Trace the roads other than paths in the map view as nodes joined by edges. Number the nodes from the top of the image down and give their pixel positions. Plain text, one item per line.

****************

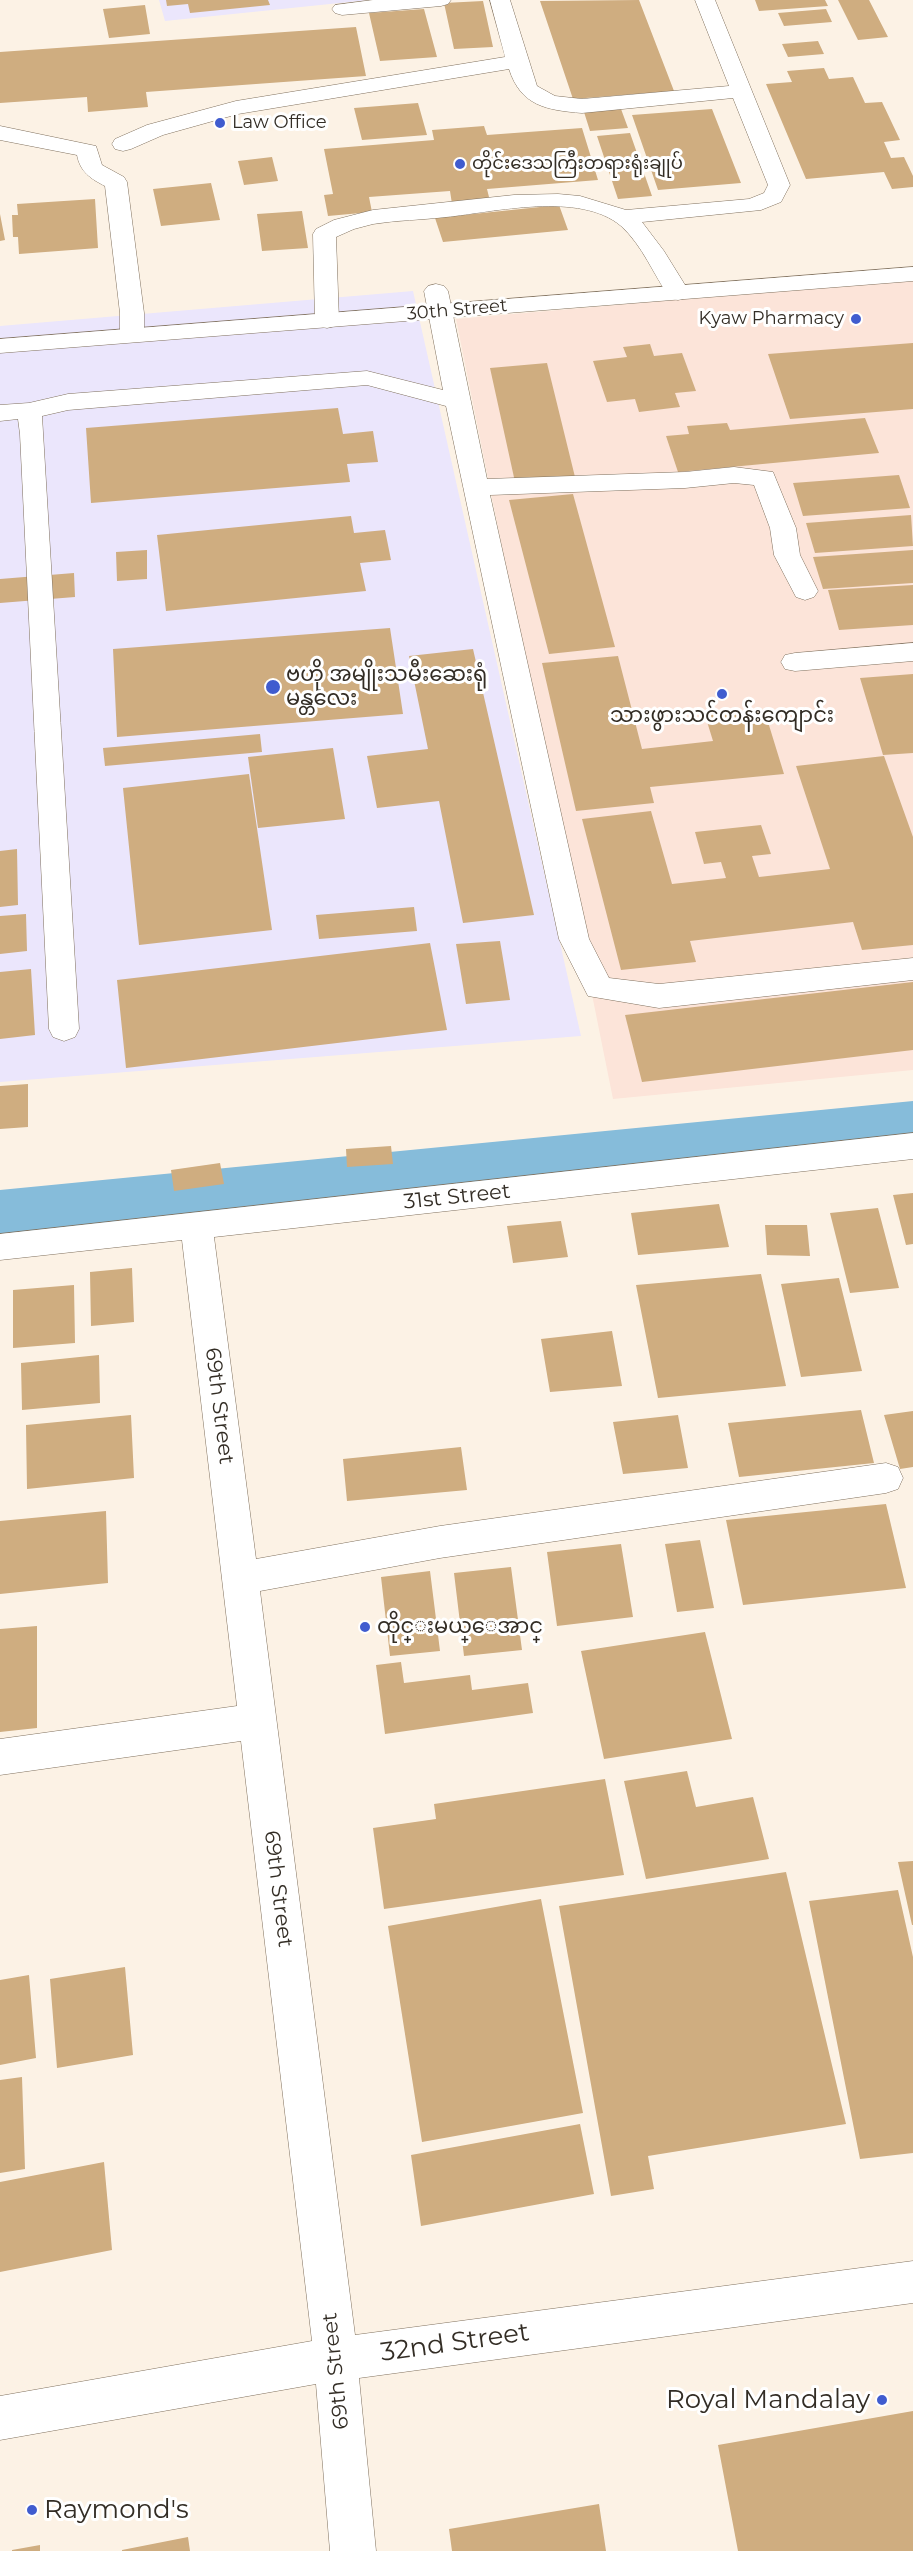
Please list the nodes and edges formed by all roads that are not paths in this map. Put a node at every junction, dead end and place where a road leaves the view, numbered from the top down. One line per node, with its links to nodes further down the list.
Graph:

****************

BRIEF
Within the material above, show every line that includes "edges".

ANSWER BELOW
Trace the roads other than paths in the map view as nodes joined by edges. Number the nodes from the top of the image down and give their pixel positions. Plain text, one item per line.
Please list the nodes and edges formed by all roads that are not paths in this map. Put a node at every junction, dead end and place where a road leaves the view, numbered from the top down. One line per node, with its links to nodes further down the list.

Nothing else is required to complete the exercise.